In a joint/coalition military environment, sensemaking is complicated by numerous of technical, social, organizational, cultural, and operational factors. A central hypothesis of NCO, however, is that the quality of shared sensemaking and collaboration will be better in a "robustly networked" force than in a platform-centric force, empowering people to make better decisions. According to NCO theory, there's a mutually reinforcing relationship among and between individual sensemaking, shared sensemaking, and collaboration.
   A symposium on Sensemaking, sponsored by the Command and Control Research Program (CCRP) of the Assistant Secretary of Defense for Command, Control, Communications, and Intelligence, was held in Vienna, Virginia, on 23-25 October 2001. The goal of this meeting was to bring together knowledgeable researchers and practitioners from industry, academia, and government to cross-fertilize the best sensemaking ideas and practices (Leedom, 2001).

Sensemaking and situation assessment

The DoD concept of sensemaking is very similar to that of situation assessment, an umbrella term for the various forms of cognitive processing involved in maintaining situational awareness (SA) (see Endsley, 1995). But while situation assessment is generally thought of as a process of fitting the observed facts to a familiar model, sensemaking implies more of an inductive and constructive process - actively creating awareness and understanding to account for many vague and disparate pieces of information concerning multiple decision-critical events that occur simultaneously over different functional areas.

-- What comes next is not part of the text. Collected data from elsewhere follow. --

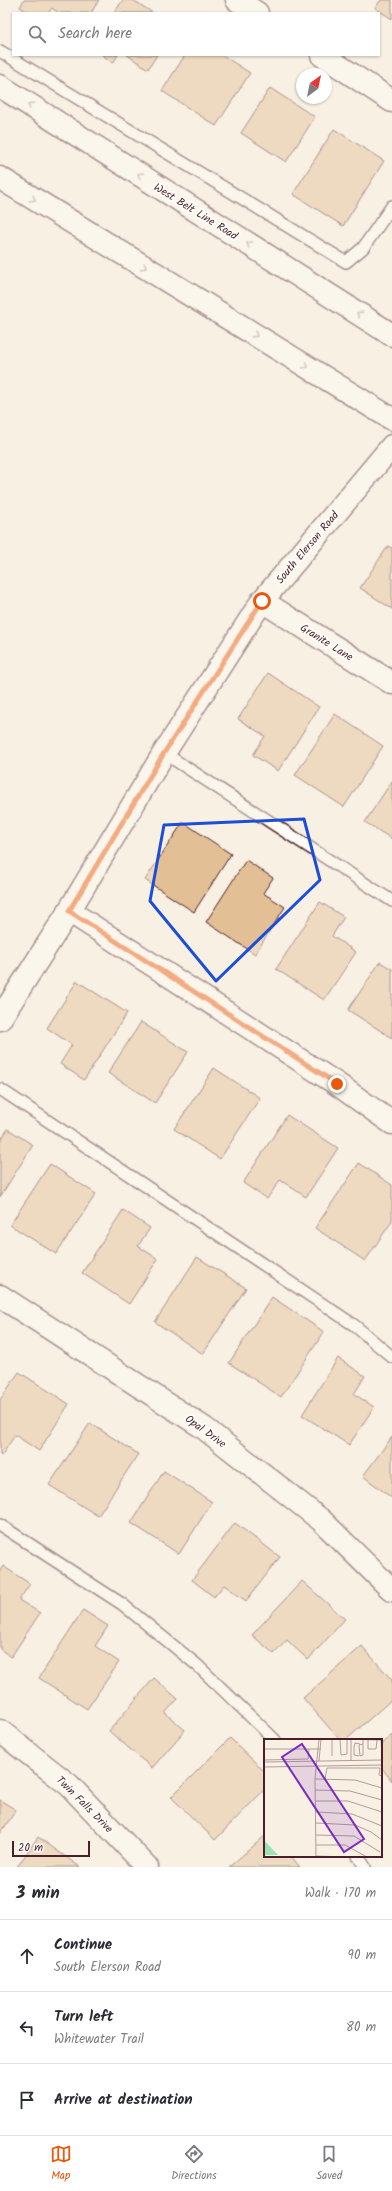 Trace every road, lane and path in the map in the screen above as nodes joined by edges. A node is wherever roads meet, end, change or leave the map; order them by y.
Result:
1 (237, 0) edge
2 (255, 12) edge
3 (0, 51) edge
4 (324, 56) edge
5 (0, 86) edge
6 (392, 100) edge
7 (0, 178) edge
8 (392, 206) edge
9 (392, 335) edge
10 (392, 419) edge
11 (392, 446) edge
12 (262, 601) junction
13 (392, 683) edge
14 (164, 753) junction
15 (392, 900) edge
16 (69, 911) junction
17 (0, 1019) edge
18 (0, 1089) edge
19 (392, 1123) edge
20 (0, 1296) edge
21 (392, 1357) edge
22 (0, 1525) edge
23 (392, 1590) edge
24 (0, 1731) edge
25 (274, 1739) edge
26 (359, 1857) edge
27 (147, 1867) edge
28 (365, 1867) edge

1 - 2 street
3 - 8 lane
4 - 6 street
9 -> 5 street, West Belt Line Road
7 -> 10 street
11 - 12 street, South Elerson Road
12 - 13 street, Granite Lane
12 - 14 street, South Elerson Road
14 - 15 lane
14 - 16 street, South Elerson Road
16 - 17 street, South Elerson Road
16 - 19 street
18 - 21 lane
20 - 23 street, Opal Drive
22 - 25 lane
24 - 27 street, Twin Falls Drive
26 - 28 lane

While the original work on situation assessment concentrated on how individuals maintain SA at the tactical level, sensemaking theorists have primarily focused on how shared awareness and understanding are developed within command and control (C2) organizations at the operational level. At the tactical level, individuals monitor and assess their immediate physical environment in order to predict where different elements will be in the next moment. At the operational level, where the situation is far broader, more complex and uncertain, and evolves over hours and days, the organization must collectively make sense of enemy dispositions, intentions and capabilities, as well as anticipate the (often unintended) effects of own-force actions on a complex system of systems.

Sensemaking research

  • Dervin (1983, 1992, 1996) has investigated individual sensemaking, developing theories underlying the “cognitive gap” that individuals experience when attempting to make sense of observed data.
  • Weick (1988, 1993, 1995) has researched sensemaking at the organizational level, providing insight into factors that surface as organizations address either uncertain or ambiguous situations. Because much of this applied psychological research is grounded within the context of systems engineering and human factors, there exists a strong desire for concepts and performance to be measurable and for theories to be testable. Accordingly, sensemaking and situational awareness are viewed as working concepts that enable us to investigate and improve the interaction between man and information technology. Within this perspective, it's recognized that humans play a significant role in adapting and responding to unexpected or unknown situations, as well as recognized situations.